Stored items from a collection
---
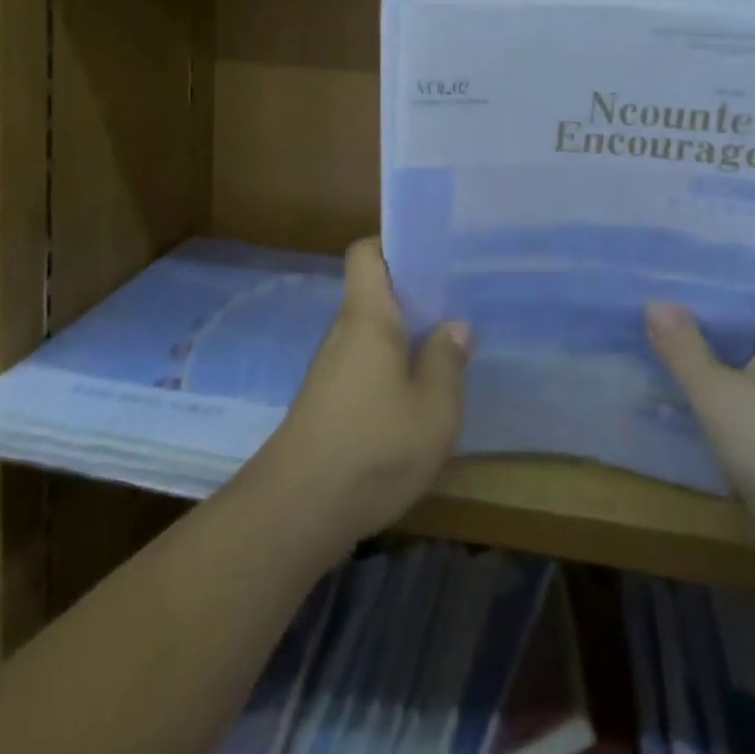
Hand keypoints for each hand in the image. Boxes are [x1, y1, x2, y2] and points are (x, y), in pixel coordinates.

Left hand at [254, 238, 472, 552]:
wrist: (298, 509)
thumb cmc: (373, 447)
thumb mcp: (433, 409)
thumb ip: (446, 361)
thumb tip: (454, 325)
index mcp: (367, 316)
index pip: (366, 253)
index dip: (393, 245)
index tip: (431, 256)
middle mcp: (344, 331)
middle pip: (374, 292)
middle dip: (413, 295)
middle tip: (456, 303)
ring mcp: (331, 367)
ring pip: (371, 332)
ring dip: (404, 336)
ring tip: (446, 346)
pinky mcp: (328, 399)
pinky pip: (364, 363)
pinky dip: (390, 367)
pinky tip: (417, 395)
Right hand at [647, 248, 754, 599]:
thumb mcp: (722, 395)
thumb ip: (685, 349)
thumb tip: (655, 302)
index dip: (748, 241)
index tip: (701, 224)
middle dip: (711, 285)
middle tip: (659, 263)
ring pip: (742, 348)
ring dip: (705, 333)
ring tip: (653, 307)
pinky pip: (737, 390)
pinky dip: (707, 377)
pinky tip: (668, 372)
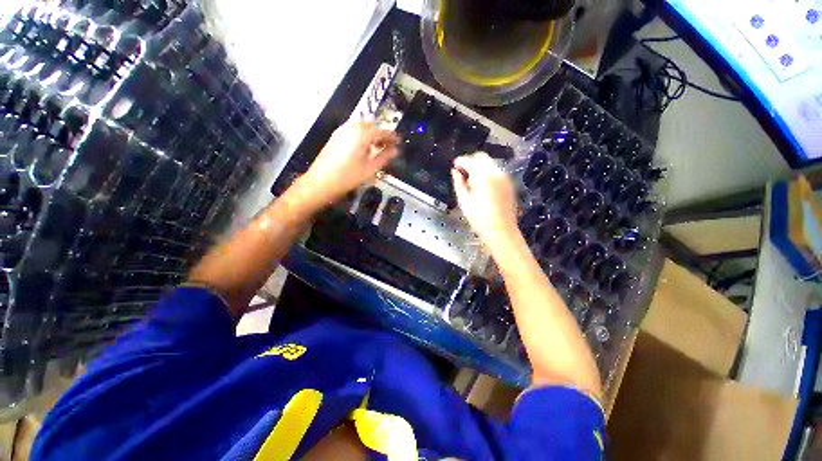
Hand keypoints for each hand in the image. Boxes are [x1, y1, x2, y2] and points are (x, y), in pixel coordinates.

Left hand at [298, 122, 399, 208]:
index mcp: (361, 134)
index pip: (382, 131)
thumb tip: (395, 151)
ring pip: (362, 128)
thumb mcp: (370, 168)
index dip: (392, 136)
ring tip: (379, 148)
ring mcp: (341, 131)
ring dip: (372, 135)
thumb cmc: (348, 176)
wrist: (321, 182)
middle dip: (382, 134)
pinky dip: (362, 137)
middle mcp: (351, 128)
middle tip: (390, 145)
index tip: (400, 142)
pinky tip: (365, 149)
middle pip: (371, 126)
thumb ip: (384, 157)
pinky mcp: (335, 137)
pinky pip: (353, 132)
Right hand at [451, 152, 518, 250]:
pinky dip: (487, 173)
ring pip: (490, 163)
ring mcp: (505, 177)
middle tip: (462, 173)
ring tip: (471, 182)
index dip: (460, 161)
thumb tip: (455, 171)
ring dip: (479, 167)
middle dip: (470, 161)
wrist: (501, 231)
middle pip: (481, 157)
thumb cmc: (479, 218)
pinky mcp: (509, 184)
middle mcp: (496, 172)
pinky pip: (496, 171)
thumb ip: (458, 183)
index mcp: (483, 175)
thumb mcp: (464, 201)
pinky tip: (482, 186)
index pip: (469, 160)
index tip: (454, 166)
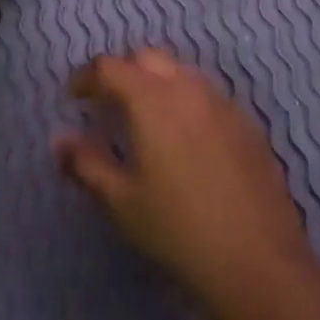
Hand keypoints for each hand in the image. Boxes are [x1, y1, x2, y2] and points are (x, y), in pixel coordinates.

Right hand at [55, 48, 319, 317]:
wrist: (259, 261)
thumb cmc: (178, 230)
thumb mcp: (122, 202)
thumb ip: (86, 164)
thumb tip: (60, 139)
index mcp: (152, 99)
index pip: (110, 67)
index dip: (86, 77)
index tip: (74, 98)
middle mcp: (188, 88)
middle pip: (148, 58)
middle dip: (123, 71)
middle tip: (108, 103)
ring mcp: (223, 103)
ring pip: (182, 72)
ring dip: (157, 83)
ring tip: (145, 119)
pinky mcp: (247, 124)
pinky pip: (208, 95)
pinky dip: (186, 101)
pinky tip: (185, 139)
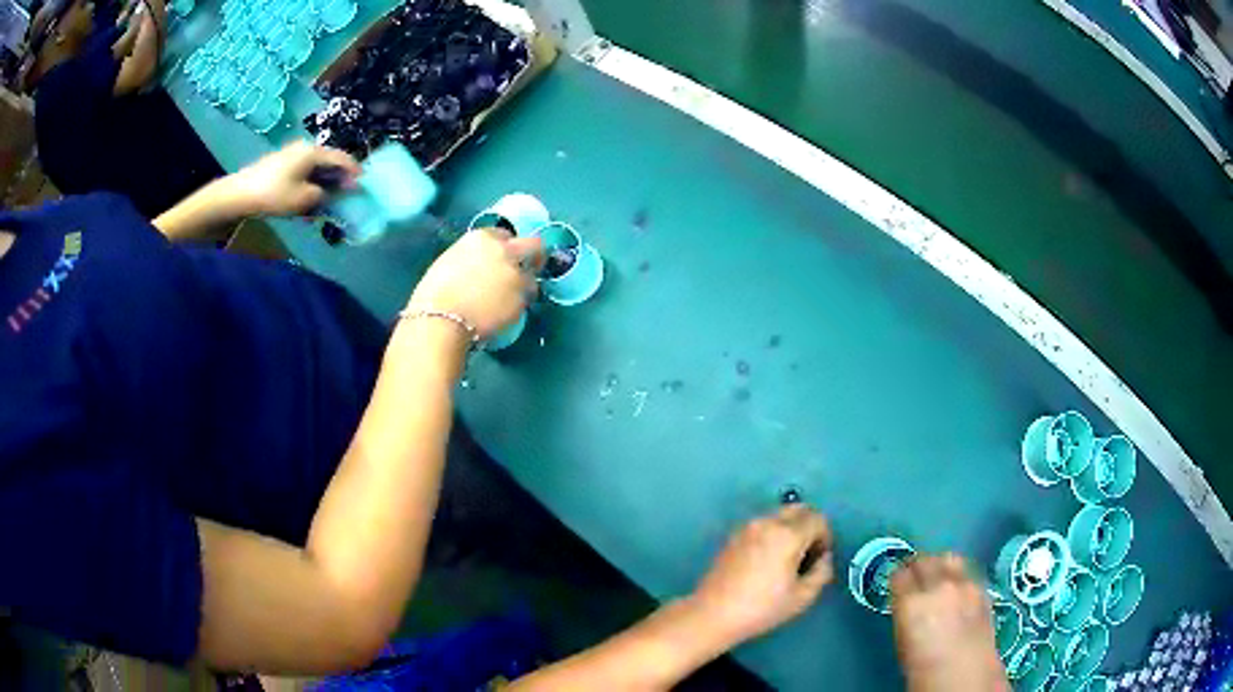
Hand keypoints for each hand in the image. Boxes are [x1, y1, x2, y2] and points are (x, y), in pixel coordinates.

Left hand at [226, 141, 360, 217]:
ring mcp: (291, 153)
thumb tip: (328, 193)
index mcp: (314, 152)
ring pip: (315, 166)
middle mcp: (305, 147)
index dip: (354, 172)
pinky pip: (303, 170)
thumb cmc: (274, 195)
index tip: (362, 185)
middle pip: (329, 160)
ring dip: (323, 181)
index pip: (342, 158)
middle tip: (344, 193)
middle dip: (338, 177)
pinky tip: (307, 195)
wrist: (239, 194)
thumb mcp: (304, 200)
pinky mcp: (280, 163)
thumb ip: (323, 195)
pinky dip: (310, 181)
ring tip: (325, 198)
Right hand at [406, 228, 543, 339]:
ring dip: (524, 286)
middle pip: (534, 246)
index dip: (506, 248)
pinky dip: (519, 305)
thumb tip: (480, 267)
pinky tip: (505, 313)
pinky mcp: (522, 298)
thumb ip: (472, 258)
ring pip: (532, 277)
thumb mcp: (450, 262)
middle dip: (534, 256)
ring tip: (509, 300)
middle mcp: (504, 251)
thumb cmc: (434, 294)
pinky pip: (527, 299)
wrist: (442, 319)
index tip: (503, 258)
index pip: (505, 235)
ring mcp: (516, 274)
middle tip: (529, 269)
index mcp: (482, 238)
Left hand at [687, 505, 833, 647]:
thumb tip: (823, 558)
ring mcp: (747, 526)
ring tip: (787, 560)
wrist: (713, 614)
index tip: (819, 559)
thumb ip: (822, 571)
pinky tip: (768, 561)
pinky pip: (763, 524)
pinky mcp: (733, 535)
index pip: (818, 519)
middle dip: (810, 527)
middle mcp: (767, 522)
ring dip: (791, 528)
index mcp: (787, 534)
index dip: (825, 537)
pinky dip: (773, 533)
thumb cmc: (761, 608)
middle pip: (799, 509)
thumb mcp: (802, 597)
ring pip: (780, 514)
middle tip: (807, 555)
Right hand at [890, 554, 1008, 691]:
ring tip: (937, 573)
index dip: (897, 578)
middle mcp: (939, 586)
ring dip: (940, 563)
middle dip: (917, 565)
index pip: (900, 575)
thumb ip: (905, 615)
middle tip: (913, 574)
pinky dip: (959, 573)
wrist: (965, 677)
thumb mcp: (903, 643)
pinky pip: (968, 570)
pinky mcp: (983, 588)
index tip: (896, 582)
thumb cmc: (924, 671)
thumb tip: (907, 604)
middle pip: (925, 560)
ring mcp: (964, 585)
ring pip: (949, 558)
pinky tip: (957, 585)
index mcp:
---
Exercise details: Could you copy every record above exactly, leaving out the pictures?

Exercise solution:
Hand keypoints for each hand in the image. Boxes are [x1, y1, x2, y2] and points are (x, y), in pixel coordinates.

Left hand at [254, 238, 472, 552]:
wrist: (298, 509)
thumb cmc: (373, 447)
thumb mcp: (433, 409)
thumb ip: (446, 361)
thumb tip: (454, 325)
index mcp: (367, 316)
index pip: (366, 253)
index dip: (393, 245)
index tip: (431, 256)
middle mcp: (344, 331)
middle pip: (374, 292)
middle dip: (413, 295)
middle tip: (456, 303)
ring mcp: (331, 367)
ring pip: (371, 332)
ring dip: (404, 336)
ring tip: (446, 346)
pinky mcp: (328, 399)
pinky pip: (364, 363)
pinky dip: (390, 367)
pinky tip: (417, 395)
Right hand at [647, 248, 754, 599]:
thumb mcp: (722, 395)
thumb ip: (685, 349)
thumb tip: (655, 302)
index dip: (748, 241)
index tip: (701, 224)
middle dip: (711, 285)
middle tip: (659, 263)
ring pip: (742, 348)
ring dip: (705, 333)
ring tip: (653, 307)
pinky pip: (737, 390)
pinky dip: (707, 377)
pinky tip: (668, 372)
Hand keypoints for each hand in the image. Boxes are [x1, y1, x2, y2] and points are (x, y), in pixel coordinates.

Left hand at [298, 122, 399, 208]:
index mcp: (361, 134)
index pip: (382, 131)
thumb tip: (395, 151)
ring pip: (362, 128)
thumb mcp: (370, 168)
index dip: (392, 136)
ring tip: (379, 148)
ring mcp: (341, 131)
ring dip: (372, 135)
thumb cmc: (348, 176)
wrist: (321, 182)
middle dip: (382, 134)
pinky dip: (362, 137)
middle mcp: (351, 128)
middle tip: (390, 145)
index tip: (400, 142)
pinky tip: (365, 149)
middle pip: (371, 126)
thumb ip: (384, 157)
pinky mcp: (335, 137)
pinky pip: (353, 132)
Right hand at [451, 152, 518, 250]:
pinky dip: (487, 173)
ring pip: (490, 163)
ring mcp: (505, 177)
middle tip: (462, 173)
ring tip: (471, 182)
index dip: (460, 161)
thumb tip: (455, 171)
ring dip: (479, 167)
middle dip: (470, 161)
wrist: (501, 231)
middle pip: (481, 157)
thumb cmc: (479, 218)
pinky mcp: (509, 184)
middle mcp: (496, 172)
pinky pip: (496, 171)
thumb ip: (458, 183)
index mcp: (483, 175)
thumb mcp: (464, 201)
pinky tip: (482, 186)
index pip: (469, 160)
index tip: (454, 166)
Hand keypoints for each hand in the image. Boxes are [x1, y1, x2, y2] and points are (x, y), in pixel coordinates.

Right hand at [55, 48, 319, 317]:
wrist: (259, 261)
thumb cmc: (178, 230)
thumb mcp: (122, 202)
thumb ip: (86, 164)
thumb tip: (60, 139)
index mcp: (152, 99)
index pip: (110, 67)
index dip: (86, 77)
index tip: (74, 98)
middle mcp: (188, 88)
middle pip: (148, 58)
middle dip: (123, 71)
middle tip: (108, 103)
ring mcp: (223, 103)
ring pip: (182, 72)
ring dip: (157, 83)
ring tip: (145, 119)
pinky mcp: (247, 124)
pinky pip: (208, 95)
pinky dip: (186, 101)
pinky tip: (185, 139)
Hand keypoints for each hand in the image. Boxes are [x1, y1, x2, y2] and points are (x, y), in pixel coordinates.

Left hand at [226, 141, 360, 217]:
ring mcp: (291, 153)
thumb tip: (328, 193)
index mcp: (314, 152)
ring pip: (315, 166)
middle mcp: (305, 147)
index dip: (354, 172)
pinky pip: (303, 170)
thumb cmc: (274, 195)
index tip: (362, 185)
middle pip: (329, 160)
ring dip: (323, 181)
index pip: (342, 158)
middle tip: (344, 193)
middle dip: (338, 177)
pinky tip: (307, 195)
wrist: (239, 194)
thumb mcp: (304, 200)
pinky mcp: (280, 163)
thumb ip: (323, 195)
pinky dip: (310, 181)
ring tip: (325, 198)
Right hand at [406, 228, 543, 339]:
ring dip: (524, 286)
middle pip: (534, 246)
index dip: (506, 248)
pinky dip: (519, 305)
thumb tip: (480, 267)
pinky tip: (505, 313)
pinky mcp: (522, 298)
thumb ip: (472, 258)
ring pip: (532, 277)
thumb mcp: (450, 262)
middle dip: (534, 256)
ring tip: (509, 300)
middle mcp: (504, 251)
thumb cmc: (434, 294)
pinky pip: (527, 299)
wrist: (442, 319)
index tip: (503, 258)
index pip: (505, 235)
ring mcp: (516, 274)
middle tip: (529, 269)
index mcp: (482, 238)
Left hand at [687, 505, 833, 647]:
thumb tip: (823, 558)
ring mcp: (747, 526)
ring tip: (787, 560)
wrist: (713, 614)
index tip: (819, 559)
thumb ip: (822, 571)
pinky tip: (768, 561)
pinky pip: (763, 524)
pinky mcp: (733, 535)
index pip: (818, 519)
middle dip: (810, 527)
middle mcp: (767, 522)
ring dip: (791, 528)
index mcp: (787, 534)
index dip: (825, 537)
pinky dip: (773, 533)
thumb cmc: (761, 608)
middle pip: (799, 509)
thumb mcp: (802, 597)
ring pip: (780, 514)
middle tip: (807, 555)
Right hand at [890, 554, 1008, 691]:
ring tip: (937, 573)
index dip: (897, 578)
middle mcp: (939, 586)
ring dip: (940, 563)
middle dip: (917, 565)
index pip: (900, 575)
thumb ip: (905, 615)
middle tip: (913, 574)
pinky dip: (959, 573)
wrist: (965, 677)
thumb mcp: (903, 643)
pinky pip: (968, 570)
pinky mcp: (983, 588)
index tip: (896, 582)
thumb cmc: (924, 671)
thumb tip: (907, 604)
middle pip: (925, 560)
ring mcp: (964, 585)
ring pip: (949, 558)
pinky tip: (957, 585)
index mcp:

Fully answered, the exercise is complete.